Categories: Decks Main Hull

I’m going to back up a few weeks to say that due to a lack of thought when attaching the deck to the port float, the reference lines I needed for extra layers of fiberglass at the large access hatch were not transferred to the visible side. Some measurements were made and a few cuts with the hole saw made in order to feel for the stringers inside. When we glassed the deck in place, a big assumption was made that the access holes I drilled in the deck would be in the same area as the large access hatch… Was finally able to go to the storage unit with a tape measure to measure where the hatch ended up on the starboard float (yes – this should have been done before the hole was cut…. yes, I feel not too smart about this)

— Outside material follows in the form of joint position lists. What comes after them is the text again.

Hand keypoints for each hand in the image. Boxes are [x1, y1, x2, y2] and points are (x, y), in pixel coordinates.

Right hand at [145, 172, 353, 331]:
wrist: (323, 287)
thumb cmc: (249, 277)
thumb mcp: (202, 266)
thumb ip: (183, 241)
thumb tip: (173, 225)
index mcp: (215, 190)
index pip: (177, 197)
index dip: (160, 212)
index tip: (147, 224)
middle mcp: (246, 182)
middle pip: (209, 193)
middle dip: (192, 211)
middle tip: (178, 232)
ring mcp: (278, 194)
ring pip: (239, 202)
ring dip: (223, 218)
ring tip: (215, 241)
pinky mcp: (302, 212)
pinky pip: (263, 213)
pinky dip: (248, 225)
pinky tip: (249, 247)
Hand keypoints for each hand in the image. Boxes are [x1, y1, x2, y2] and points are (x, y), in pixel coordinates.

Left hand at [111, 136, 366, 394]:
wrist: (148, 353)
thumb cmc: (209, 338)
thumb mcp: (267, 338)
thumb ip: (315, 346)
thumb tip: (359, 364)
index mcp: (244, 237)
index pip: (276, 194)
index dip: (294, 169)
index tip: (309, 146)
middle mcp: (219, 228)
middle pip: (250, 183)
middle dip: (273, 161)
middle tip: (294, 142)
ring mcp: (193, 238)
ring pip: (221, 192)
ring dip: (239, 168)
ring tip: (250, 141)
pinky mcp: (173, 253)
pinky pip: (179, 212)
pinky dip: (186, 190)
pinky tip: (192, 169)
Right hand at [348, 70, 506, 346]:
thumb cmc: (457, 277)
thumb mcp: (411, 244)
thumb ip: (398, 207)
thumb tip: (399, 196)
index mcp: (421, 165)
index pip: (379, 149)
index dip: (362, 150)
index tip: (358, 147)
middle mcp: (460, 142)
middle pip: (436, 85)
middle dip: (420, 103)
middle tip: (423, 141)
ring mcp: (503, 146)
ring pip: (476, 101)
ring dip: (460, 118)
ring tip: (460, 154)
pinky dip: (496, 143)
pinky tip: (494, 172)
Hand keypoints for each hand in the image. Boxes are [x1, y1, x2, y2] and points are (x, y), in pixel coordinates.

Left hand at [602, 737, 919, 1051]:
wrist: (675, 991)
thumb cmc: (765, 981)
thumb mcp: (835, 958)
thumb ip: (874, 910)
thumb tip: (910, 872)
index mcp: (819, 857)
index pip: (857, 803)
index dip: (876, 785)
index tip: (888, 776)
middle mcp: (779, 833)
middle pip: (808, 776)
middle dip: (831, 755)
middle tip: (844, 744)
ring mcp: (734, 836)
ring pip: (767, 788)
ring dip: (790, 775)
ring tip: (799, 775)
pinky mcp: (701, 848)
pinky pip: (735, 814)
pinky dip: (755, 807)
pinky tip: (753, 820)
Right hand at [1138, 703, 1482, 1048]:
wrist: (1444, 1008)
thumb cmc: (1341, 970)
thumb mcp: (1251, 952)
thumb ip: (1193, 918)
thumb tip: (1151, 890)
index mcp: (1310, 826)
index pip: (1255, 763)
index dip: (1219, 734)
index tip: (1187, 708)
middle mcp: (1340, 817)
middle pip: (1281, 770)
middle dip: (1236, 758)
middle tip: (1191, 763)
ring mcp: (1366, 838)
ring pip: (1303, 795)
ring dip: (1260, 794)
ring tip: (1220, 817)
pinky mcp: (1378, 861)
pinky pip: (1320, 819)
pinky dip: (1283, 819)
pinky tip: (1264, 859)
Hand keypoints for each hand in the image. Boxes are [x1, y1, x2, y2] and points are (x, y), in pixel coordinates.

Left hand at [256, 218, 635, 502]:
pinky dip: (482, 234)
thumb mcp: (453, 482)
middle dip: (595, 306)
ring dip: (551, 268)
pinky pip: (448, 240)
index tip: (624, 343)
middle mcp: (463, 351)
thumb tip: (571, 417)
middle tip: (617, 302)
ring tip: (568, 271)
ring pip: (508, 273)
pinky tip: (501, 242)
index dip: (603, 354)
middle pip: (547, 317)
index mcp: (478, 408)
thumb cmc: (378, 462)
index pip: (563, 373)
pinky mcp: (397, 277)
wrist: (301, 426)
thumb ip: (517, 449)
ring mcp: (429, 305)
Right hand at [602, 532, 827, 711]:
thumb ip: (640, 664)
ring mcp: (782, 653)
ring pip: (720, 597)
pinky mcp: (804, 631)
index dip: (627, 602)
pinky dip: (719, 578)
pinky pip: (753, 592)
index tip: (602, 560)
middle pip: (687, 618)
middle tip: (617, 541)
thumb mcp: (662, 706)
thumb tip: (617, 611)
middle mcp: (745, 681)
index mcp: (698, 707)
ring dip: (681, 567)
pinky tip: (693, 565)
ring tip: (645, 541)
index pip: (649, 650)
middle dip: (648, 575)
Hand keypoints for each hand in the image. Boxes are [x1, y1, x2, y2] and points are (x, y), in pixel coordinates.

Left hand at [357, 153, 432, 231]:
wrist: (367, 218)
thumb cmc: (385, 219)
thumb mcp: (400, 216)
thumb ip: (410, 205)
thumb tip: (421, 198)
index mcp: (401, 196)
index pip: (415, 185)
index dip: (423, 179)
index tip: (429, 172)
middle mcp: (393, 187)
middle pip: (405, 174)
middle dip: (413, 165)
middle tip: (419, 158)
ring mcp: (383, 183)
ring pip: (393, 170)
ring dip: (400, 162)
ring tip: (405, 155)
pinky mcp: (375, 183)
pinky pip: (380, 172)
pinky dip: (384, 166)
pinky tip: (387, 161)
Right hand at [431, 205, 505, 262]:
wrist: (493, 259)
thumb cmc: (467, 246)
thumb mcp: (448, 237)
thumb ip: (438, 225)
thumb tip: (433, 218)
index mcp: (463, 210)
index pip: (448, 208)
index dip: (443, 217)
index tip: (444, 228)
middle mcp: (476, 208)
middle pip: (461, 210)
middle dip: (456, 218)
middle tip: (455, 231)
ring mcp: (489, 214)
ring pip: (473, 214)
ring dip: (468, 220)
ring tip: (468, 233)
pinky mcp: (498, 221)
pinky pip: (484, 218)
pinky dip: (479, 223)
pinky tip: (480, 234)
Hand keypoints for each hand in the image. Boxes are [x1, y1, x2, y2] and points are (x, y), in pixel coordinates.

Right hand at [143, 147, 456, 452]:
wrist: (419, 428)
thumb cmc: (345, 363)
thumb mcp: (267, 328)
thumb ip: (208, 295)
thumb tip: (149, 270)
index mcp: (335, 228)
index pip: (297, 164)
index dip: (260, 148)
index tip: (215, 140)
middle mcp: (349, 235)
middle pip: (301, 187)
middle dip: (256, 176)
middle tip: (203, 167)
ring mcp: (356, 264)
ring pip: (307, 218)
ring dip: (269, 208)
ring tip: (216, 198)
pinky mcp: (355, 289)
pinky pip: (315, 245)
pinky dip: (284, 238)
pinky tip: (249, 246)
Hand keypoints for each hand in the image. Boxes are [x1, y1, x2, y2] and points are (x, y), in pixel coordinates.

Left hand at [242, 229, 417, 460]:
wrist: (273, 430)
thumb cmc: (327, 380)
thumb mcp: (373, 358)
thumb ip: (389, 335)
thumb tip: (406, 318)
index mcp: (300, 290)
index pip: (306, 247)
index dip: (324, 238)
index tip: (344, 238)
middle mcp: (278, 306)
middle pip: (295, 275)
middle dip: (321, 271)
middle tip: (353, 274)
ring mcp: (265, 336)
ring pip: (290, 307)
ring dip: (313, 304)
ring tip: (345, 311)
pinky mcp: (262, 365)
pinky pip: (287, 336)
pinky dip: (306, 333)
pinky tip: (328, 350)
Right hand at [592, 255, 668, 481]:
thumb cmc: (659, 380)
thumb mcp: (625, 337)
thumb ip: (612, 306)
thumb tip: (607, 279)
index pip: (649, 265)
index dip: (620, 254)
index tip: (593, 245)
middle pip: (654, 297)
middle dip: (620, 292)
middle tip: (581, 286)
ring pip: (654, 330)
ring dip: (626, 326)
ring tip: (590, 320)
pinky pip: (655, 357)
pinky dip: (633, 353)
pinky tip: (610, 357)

Suffice to say, some patching needed to be done to this area of the deck… First, cut a larger area (after marking where the hatch was going to go)


and attached some thin plywood with packaging tape under it with screws (again, on an area that would be removed)


Put 2 layers of tape under to form an attachment flange, a piece of foam, filled the edges with micro and then 2 layers of A fabric on top, followed by some peel ply. A few hours later it was ready to be properly cut.


and all hatch access holes were cut, edges dug out and back-filled with putty.


also took a picture of the daggerboard case halves. Unfortunately, I should have gone with my gut when I thought packaging tape would make a better mould surface for the port half due to the more complex shape. I, instead, did the same as the starboard half and used bagging film, which did not stay firmly down against the mould, causing some areas that need attention near the rope channel.